======== SUPPLIED RECORDS

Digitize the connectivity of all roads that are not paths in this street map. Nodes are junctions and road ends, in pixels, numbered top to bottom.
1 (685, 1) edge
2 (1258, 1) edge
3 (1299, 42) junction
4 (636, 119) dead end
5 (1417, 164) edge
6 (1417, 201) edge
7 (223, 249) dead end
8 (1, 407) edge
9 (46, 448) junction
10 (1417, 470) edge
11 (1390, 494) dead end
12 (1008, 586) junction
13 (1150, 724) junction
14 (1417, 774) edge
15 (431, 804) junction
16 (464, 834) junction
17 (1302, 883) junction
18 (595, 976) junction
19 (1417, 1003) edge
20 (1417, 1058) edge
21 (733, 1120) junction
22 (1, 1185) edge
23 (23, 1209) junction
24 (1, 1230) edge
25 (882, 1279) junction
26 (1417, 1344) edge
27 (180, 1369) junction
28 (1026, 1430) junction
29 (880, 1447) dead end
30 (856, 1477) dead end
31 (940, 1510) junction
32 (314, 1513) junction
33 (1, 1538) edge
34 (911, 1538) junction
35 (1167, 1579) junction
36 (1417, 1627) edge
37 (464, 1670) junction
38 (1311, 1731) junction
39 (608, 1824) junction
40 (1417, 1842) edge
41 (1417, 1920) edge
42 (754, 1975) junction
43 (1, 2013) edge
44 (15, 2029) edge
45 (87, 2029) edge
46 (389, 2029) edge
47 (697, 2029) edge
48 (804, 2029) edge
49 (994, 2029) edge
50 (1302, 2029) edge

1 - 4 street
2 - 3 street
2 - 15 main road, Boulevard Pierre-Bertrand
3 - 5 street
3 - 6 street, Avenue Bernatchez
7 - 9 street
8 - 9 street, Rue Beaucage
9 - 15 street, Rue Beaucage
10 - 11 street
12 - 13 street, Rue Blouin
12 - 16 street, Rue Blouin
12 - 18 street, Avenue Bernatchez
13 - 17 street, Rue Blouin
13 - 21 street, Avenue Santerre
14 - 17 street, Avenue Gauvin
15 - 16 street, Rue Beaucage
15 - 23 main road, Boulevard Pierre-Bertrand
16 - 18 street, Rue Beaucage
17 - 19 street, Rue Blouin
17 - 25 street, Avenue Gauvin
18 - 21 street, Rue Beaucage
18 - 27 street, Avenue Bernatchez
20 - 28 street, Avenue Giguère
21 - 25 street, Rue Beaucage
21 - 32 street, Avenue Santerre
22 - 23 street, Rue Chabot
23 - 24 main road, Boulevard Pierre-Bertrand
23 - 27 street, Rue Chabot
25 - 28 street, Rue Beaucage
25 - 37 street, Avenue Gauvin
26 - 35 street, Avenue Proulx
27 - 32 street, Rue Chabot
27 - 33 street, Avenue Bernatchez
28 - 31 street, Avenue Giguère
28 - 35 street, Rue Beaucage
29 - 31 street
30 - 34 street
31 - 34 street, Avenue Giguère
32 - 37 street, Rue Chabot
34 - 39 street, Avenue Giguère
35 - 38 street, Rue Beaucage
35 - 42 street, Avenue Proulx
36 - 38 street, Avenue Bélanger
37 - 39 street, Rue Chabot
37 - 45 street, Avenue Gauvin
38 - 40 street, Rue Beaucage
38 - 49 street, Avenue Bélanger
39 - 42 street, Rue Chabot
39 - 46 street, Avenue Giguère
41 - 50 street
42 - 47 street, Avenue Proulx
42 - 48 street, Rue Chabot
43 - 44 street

================

WHAT TO PRODUCE: The whole listing above should be copied out exactly.

FINISHED TASK:
Digitize the connectivity of all roads that are not paths in this street map. Nodes are junctions and road ends, in pixels, numbered top to bottom.
1 (685, 1) edge
2 (1258, 1) edge
3 (1299, 42) junction
4 (636, 119) dead end
5 (1417, 164) edge
6 (1417, 201) edge
7 (223, 249) dead end
8 (1, 407) edge
9 (46, 448) junction
10 (1417, 470) edge
11 (1390, 494) dead end
12 (1008, 586) junction
13 (1150, 724) junction
14 (1417, 774) edge
15 (431, 804) junction
16 (464, 834) junction
17 (1302, 883) junction
18 (595, 976) junction
19 (1417, 1003) edge
20 (1417, 1058) edge
21 (733, 1120) junction
22 (1, 1185) edge
23 (23, 1209) junction
24 (1, 1230) edge
25 (882, 1279) junction
26 (1417, 1344) edge
27 (180, 1369) junction
28 (1026, 1430) junction
29 (880, 1447) dead end
30 (856, 1477) dead end
31 (940, 1510) junction
32 (314, 1513) junction
33 (1, 1538) edge
34 (911, 1538) junction
35 (1167, 1579) junction
36 (1417, 1627) edge
37 (464, 1670) junction
38 (1311, 1731) junction
39 (608, 1824) junction
40 (1417, 1842) edge
41 (1417, 1920) edge
42 (754, 1975) junction
43 (1, 2013) edge
44 (15, 2029) edge
45 (87, 2029) edge
46 (389, 2029) edge
47 (697, 2029) edge
48 (804, 2029) edge
49 (994, 2029) edge
50 (1302, 2029) edge

1 - 4 street
2 - 3 street
2 - 15 main road, Boulevard Pierre-Bertrand
3 - 5 street
3 - 6 street, Avenue Bernatchez
7 - 9 street
8 - 9 street, Rue Beaucage
9 - 15 street, Rue Beaucage
10 - 11 street
12 - 13 street, Rue Blouin
12 - 16 street, Rue Blouin
12 - 18 street, Avenue Bernatchez
13 - 17 street, Rue Blouin
13 - 21 street, Avenue Santerre
14 - 17 street, Avenue Gauvin
15 - 16 street, Rue Beaucage
15 - 23 main road, Boulevard Pierre-Bertrand
16 - 18 street, Rue Beaucage
17 - 19 street, Rue Blouin
17 - 25 street, Avenue Gauvin
18 - 21 street, Rue Beaucage
18 - 27 street, Avenue Bernatchez
20 - 28 street, Avenue Giguère
21 - 25 street, Rue Beaucage
21 - 32 street, Avenue Santerre
22 - 23 street, Rue Chabot
23 - 24 main road, Boulevard Pierre-Bertrand
23 - 27 street, Rue Chabot
25 - 28 street, Rue Beaucage
25 - 37 street, Avenue Gauvin
26 - 35 street, Avenue Proulx
27 - 32 street, Rue Chabot
27 - 33 street, Avenue Bernatchez
28 - 31 street, Avenue Giguère
28 - 35 street, Rue Beaucage
29 - 31 street
30 - 34 street
31 - 34 street, Avenue Giguère
32 - 37 street, Rue Chabot
34 - 39 street, Avenue Giguère
35 - 38 street, Rue Beaucage
35 - 42 street, Avenue Proulx
36 - 38 street, Avenue Bélanger
37 - 39 street, Rue Chabot
37 - 45 street, Avenue Gauvin
38 - 40 street, Rue Beaucage
38 - 49 street, Avenue Bélanger
39 - 42 street, Rue Chabot
39 - 46 street, Avenue Giguère
41 - 50 street
42 - 47 street, Avenue Proulx
42 - 48 street, Rue Chabot
43 - 44 street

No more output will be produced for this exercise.